Le lait des rêves aurait-il tourné ?
A propos de l’exposition « The Milk of Dreams » à l’Arsenal de Venise jusqu’au 27 novembre.
Il est perplexe, Richard Leydier, le rédacteur en chef du magazine d’art contemporain Art Press. Dans le numéro estival, il se demande carrément en préambule si la Biennale de Venise n’aurait pas décidé de prendre les mêmes pour mieux recommencer. S’il n’y aurait pas un désagréable sentiment de déjà vu sur la lagune. « Anselm Kiefer au palais des Doges après le Grand Palais éphémère ? Anish Kapoor à l’Accademia ? On est reparti pour un tour ? Vraiment ? J’espère que non. » Alors parce qu’il ne veut pas rester terré dans son ressenti tristement désabusé, parce qu’il se dit que, peut-être, « c’est juste l’air du temps qui joue avec les nerfs et déverse son flot vicié dans les canaux de la Sérénissime », le journaliste s’est fait particulièrement attentif à l’ouverture de l’exposition « The Milk of Dreams » organisée par Cecilia Alemani, directrice artistique de la 59e Biennale de Venise. « La sensation qu’on éprouve dès le préambule donne en général le la. » Et ça commence mal. Finalement, ce qui l’énerve le plus, c’est cette impression diffuse qu’on veut le prendre par la main pour lui dire quoi penser.
D’abord, tellement peu d’hommes y sont représentés que Richard Leydier se dit que « tant qu’à faire, autant être cohérent et y aller à fond avec un casting exclusivement féminin ». Ensuite, la sculpture de Simone Leight au centre de la première salle de l’Arsenal ne lui évoque que le qualificatif de « lourde ». Il faut dire que l’artiste de Chicago née en 1968 de parents jamaïcains, qui représente les Etats-Unis dans le pavillon américain, avec au mur des œuvres de la cubaine Belkis Ayon, précède les « grosses sculptures en terre cuite » de Gabriel Chaile, le seul artiste argentin invité à participer à l’exposition centrale. « On ne peut sans doute pas faire plus gros sabots en termes de revendication africaniste », estime Richard Leydier. Pas davantage ému par l’éléphant de la sculptrice allemande Katharina Fritsch.

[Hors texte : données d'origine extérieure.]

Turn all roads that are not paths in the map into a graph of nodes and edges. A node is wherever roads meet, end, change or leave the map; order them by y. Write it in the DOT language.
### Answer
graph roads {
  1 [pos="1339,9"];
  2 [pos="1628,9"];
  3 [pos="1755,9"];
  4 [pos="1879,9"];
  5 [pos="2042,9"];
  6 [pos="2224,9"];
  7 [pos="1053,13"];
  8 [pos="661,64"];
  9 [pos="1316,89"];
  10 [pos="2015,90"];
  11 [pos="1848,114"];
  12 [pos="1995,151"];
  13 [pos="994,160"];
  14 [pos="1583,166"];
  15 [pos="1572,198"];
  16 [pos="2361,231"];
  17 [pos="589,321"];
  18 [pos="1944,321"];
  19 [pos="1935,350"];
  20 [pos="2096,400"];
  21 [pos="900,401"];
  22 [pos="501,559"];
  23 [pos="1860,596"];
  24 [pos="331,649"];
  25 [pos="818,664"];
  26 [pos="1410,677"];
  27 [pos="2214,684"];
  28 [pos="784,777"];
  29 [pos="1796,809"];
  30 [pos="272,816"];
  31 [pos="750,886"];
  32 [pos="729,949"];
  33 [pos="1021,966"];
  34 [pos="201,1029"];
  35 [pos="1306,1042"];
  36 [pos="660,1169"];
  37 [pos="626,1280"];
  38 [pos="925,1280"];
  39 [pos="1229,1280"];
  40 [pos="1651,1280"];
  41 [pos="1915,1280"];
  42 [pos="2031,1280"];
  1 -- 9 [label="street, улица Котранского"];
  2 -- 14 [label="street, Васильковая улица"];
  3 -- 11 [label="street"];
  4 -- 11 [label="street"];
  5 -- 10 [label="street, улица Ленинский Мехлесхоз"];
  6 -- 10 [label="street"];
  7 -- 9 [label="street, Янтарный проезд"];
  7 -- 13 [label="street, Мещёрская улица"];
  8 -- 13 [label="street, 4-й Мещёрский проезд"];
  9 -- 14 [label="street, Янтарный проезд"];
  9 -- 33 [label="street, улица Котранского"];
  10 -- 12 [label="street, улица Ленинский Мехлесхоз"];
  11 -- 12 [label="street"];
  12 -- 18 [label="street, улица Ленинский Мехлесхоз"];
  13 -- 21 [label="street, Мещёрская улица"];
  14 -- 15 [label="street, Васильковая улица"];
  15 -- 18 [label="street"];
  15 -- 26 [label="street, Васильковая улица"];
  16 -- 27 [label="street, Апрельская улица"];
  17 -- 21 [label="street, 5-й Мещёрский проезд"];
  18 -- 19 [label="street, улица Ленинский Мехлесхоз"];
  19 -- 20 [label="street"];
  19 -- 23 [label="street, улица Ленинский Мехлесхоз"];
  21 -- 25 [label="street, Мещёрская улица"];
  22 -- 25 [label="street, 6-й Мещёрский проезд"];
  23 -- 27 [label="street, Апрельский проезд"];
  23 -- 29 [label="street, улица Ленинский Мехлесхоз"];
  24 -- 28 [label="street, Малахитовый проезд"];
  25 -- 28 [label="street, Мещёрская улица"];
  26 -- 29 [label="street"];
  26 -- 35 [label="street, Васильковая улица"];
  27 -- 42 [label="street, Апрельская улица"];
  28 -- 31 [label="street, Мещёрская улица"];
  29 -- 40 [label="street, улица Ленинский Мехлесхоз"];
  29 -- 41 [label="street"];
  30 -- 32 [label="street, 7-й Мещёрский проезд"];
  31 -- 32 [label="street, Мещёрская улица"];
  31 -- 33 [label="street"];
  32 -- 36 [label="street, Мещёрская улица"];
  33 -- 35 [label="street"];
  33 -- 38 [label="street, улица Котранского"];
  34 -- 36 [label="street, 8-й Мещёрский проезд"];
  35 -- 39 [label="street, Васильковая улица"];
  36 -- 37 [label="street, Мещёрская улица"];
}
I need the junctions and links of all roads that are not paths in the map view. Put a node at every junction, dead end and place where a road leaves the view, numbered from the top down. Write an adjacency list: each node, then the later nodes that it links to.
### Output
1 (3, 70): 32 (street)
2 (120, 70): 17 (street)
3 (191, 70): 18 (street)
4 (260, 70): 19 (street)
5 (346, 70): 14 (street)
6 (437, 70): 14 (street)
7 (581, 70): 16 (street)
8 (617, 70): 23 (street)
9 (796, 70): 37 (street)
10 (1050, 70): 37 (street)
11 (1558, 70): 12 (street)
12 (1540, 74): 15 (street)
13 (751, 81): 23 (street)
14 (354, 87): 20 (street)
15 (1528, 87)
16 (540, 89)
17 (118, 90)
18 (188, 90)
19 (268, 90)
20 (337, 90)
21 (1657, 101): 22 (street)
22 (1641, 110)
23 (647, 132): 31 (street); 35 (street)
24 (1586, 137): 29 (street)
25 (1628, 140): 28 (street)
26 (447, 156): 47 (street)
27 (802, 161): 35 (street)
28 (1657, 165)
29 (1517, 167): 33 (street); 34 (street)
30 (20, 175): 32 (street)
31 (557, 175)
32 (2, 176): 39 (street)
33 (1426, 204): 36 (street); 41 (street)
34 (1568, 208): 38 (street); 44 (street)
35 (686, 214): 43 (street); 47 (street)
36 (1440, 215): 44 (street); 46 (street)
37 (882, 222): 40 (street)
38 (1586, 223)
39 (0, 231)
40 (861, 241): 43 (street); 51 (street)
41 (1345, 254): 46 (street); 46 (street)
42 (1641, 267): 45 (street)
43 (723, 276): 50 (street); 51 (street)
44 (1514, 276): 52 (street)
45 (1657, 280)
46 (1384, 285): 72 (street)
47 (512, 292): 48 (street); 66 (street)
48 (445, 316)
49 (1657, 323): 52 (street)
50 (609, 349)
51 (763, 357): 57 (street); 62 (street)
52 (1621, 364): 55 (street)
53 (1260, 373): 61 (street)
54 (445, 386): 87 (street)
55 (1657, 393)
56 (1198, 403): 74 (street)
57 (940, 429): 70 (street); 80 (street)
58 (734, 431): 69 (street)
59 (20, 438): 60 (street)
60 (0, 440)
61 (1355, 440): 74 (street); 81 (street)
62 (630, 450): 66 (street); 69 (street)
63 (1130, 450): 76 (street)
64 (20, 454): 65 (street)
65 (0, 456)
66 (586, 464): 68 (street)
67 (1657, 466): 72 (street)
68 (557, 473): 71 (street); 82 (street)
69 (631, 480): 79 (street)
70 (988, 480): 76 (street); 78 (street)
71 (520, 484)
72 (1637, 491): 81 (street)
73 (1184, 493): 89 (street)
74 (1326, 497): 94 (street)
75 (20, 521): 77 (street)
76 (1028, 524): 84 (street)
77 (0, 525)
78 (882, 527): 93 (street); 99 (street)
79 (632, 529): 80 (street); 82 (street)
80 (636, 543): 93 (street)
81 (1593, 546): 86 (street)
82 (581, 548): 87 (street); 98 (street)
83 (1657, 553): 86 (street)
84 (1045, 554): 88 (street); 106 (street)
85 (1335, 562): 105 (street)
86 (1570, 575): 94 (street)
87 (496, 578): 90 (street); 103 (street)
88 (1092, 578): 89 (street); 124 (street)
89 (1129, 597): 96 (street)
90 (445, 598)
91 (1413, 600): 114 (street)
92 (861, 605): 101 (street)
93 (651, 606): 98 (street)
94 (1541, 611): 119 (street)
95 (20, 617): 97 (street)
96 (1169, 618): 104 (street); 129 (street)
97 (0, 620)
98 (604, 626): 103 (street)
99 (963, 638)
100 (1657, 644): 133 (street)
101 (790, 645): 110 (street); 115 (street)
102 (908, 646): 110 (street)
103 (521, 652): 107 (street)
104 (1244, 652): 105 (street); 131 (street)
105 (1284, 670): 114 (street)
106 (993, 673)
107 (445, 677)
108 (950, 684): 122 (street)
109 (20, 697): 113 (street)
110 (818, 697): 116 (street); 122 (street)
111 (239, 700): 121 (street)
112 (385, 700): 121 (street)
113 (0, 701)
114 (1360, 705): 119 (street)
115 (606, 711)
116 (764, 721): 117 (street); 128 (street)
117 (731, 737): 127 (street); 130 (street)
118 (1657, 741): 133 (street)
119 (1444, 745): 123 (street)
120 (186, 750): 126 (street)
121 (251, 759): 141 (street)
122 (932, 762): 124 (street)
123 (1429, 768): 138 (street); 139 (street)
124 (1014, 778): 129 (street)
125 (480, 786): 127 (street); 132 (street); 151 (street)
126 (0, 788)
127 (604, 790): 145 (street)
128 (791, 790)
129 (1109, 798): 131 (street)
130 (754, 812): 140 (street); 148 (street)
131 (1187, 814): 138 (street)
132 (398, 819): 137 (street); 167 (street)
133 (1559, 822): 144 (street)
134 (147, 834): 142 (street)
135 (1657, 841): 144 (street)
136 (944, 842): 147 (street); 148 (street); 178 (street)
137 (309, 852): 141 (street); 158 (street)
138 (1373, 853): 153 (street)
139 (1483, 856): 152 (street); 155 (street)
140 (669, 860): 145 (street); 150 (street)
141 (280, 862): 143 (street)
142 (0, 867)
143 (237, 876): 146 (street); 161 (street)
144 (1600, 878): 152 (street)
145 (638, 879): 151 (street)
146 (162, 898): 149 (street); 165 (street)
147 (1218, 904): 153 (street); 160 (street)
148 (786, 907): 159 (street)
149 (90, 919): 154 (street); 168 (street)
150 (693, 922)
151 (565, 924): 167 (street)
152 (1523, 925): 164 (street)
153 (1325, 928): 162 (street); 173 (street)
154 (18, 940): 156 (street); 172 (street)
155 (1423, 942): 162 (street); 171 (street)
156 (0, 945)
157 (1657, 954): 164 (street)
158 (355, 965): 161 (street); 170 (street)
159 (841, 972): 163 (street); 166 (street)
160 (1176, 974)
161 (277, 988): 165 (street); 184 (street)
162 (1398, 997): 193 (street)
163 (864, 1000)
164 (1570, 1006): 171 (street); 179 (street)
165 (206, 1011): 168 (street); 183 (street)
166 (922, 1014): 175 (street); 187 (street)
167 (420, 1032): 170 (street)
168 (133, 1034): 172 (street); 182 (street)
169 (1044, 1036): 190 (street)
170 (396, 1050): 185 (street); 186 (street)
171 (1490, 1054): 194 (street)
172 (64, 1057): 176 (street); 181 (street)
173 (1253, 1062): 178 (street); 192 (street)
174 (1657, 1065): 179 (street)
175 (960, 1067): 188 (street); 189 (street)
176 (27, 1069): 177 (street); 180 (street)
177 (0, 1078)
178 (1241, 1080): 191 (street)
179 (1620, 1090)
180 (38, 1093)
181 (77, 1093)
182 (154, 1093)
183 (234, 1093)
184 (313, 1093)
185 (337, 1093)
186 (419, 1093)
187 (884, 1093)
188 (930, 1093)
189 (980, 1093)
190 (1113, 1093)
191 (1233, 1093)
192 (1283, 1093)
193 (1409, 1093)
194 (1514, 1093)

Provocateur à souhait, Richard Leydier se demande même si tout ceci n’est finalement pas hors la loi, tant est désormais érigé en artistiquement correct le racisme et la discrimination… c’est-à-dire le fait de caractériser les gens en fonction de leurs origines ou de leur sexe, que ce soit négativement ou positivement.
Dans « le grand fatras » que représente pour lui la suite de l’exposition à l’Arsenal, il semble regretter de ne repérer que des figures historiques, comme la peintre et sculptrice Louise Nevelson (1899-1988), ou la très populaire plasticienne Niki de Saint-Phalle (1930-2002). Et des thématiques qu’il pensait « épuisées depuis longtemps », comme le « post-humain », qui remplace simplement l’homme nouveau par la femme nouvelle. Bref, du déjà vu, encore du déjà vu. Mais il a déjà vu tellement de choses, Richard Leydier, depuis le temps qu’il est critique d’art et commissaire d’exposition…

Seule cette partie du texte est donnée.